Source information
§

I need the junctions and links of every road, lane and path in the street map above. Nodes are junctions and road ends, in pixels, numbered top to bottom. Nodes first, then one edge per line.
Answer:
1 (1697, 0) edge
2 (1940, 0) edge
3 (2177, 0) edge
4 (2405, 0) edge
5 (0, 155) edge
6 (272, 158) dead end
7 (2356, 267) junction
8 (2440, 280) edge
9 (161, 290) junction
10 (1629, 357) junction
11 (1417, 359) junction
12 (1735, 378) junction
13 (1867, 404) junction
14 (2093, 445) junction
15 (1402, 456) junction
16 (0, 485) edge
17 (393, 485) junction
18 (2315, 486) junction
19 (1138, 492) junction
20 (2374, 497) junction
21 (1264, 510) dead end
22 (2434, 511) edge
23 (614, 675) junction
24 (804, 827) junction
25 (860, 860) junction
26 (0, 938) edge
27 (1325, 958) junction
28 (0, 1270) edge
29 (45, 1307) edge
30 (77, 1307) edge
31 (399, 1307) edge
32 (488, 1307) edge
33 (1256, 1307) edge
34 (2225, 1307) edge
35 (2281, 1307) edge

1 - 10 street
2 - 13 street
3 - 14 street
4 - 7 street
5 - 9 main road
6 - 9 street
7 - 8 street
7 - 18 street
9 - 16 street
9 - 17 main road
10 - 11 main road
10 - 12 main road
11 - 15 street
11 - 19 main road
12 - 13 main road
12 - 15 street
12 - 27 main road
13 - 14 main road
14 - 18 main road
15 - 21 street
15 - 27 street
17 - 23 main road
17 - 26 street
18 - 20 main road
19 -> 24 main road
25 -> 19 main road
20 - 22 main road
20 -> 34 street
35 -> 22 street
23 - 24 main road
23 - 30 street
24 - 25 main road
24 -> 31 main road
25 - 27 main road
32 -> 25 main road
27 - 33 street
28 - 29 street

§

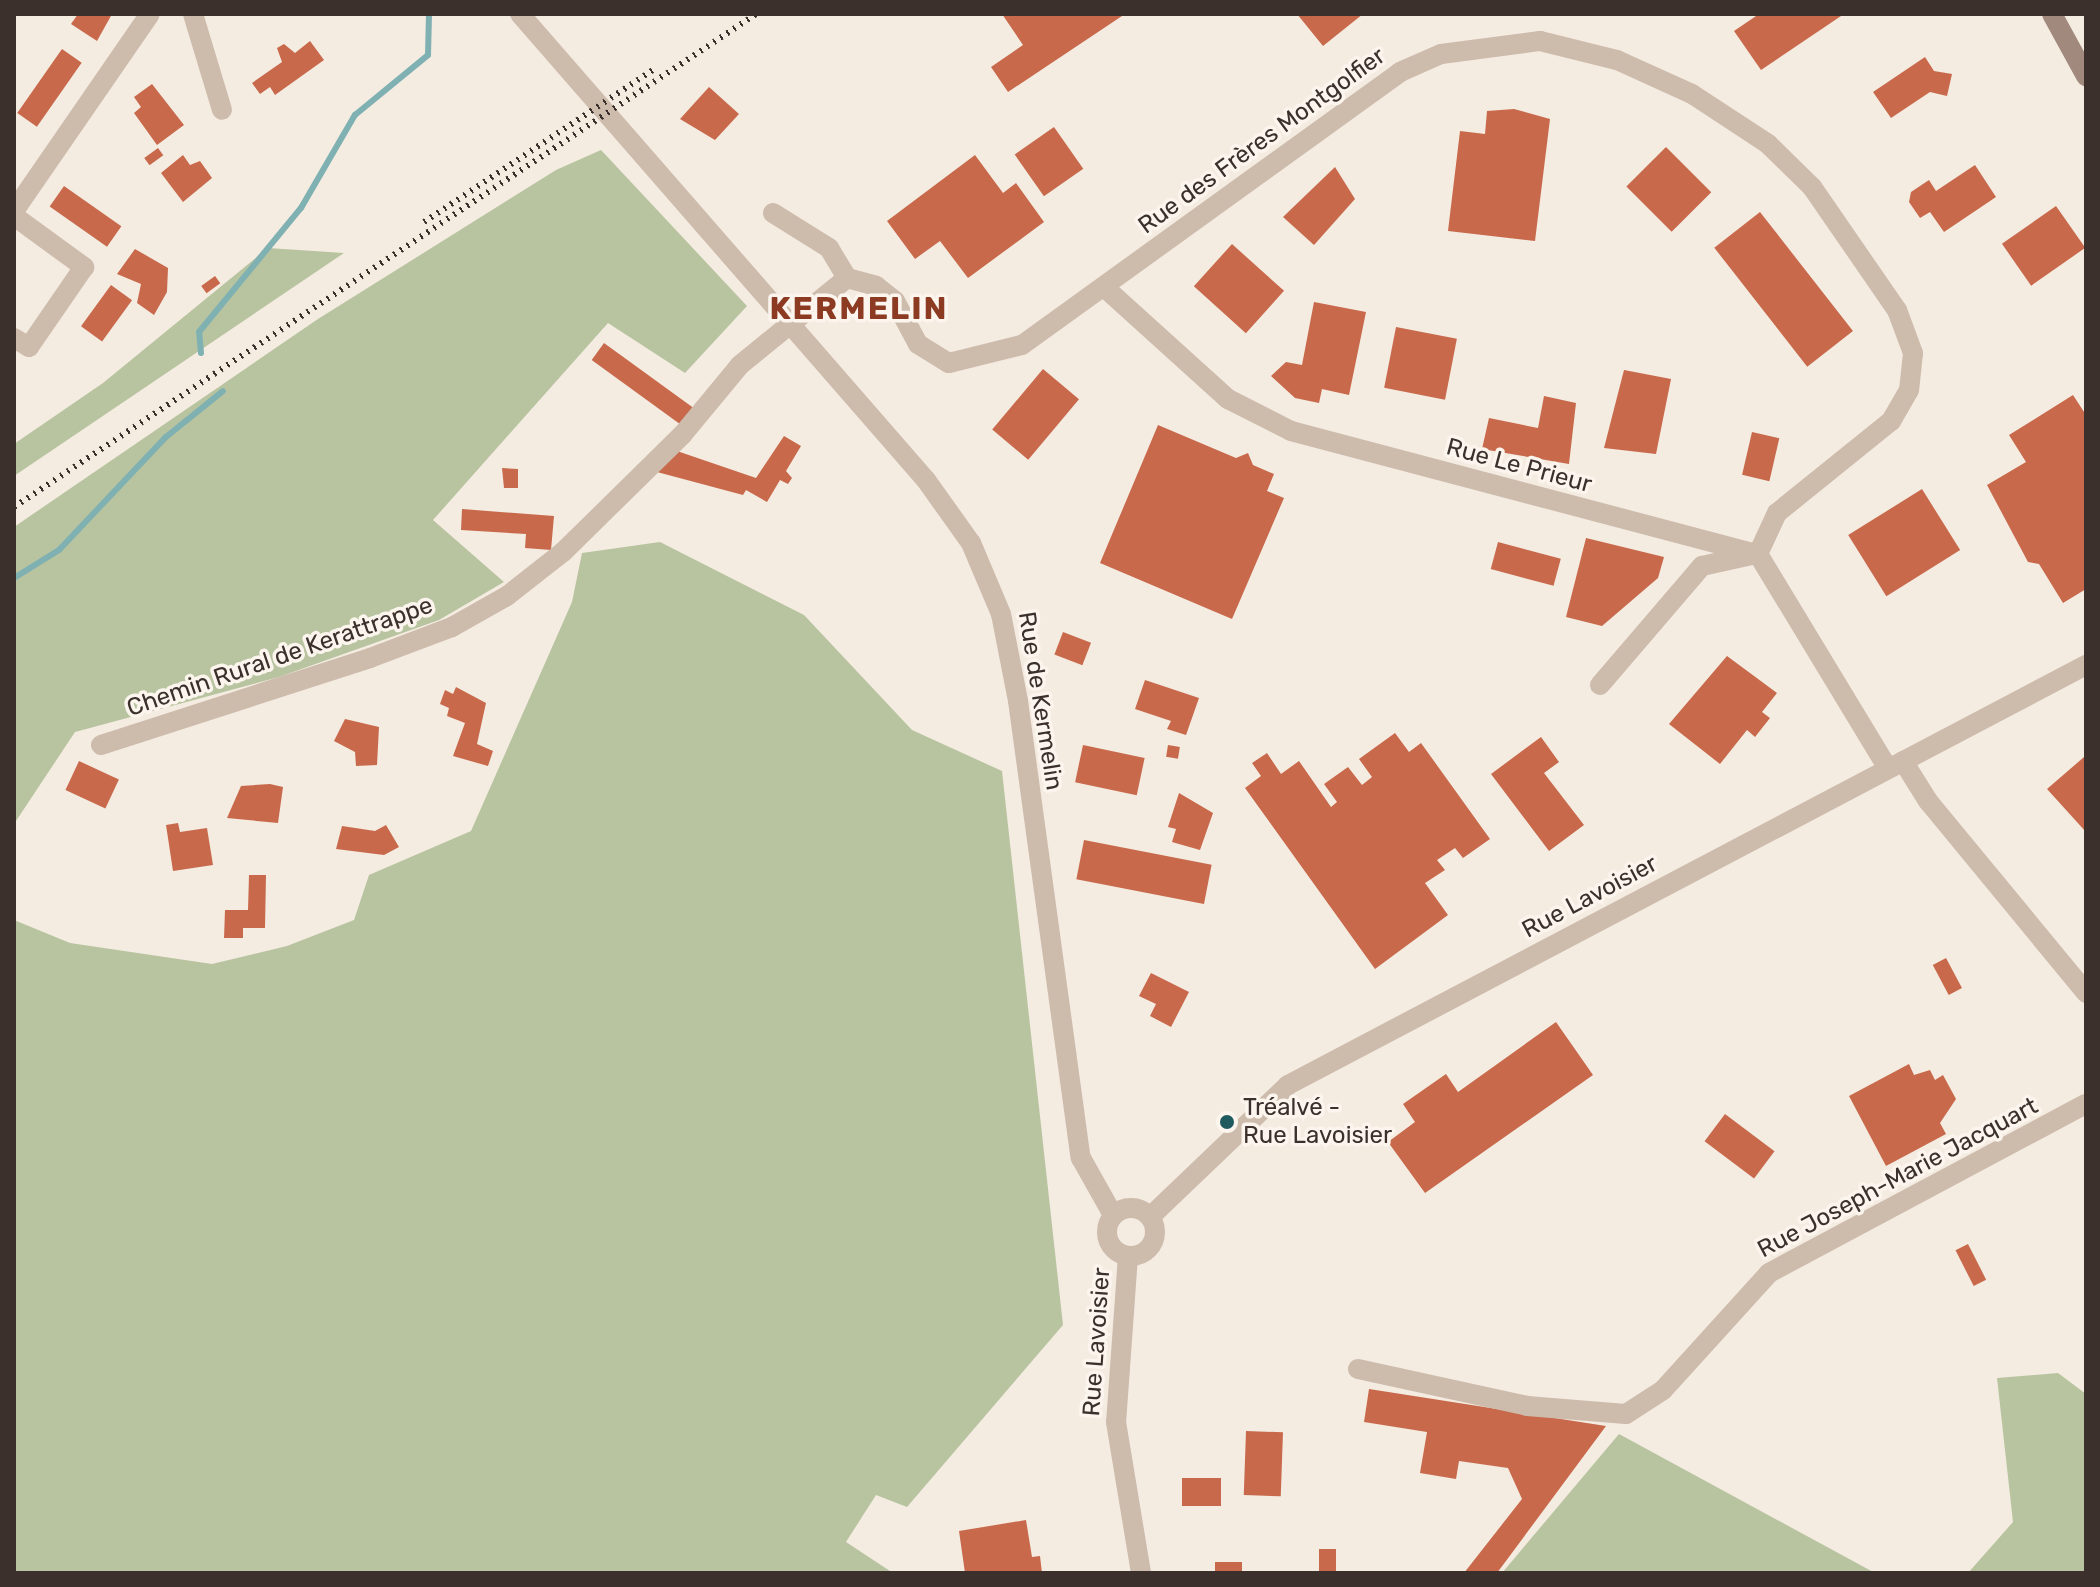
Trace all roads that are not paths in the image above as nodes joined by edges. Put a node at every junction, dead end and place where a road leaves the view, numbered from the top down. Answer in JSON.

§

Prompt
Scan the material line by line and report each one that contains "above".

Finished task
I need the junctions and links of every road, lane and path in the street map above. Nodes are junctions and road ends, in pixels, numbered top to bottom. Nodes first, then one edge per line.
Trace all roads that are not paths in the image above as nodes joined by edges. Put a node at every junction, dead end and place where a road leaves the view, numbered from the top down. Answer in JSON.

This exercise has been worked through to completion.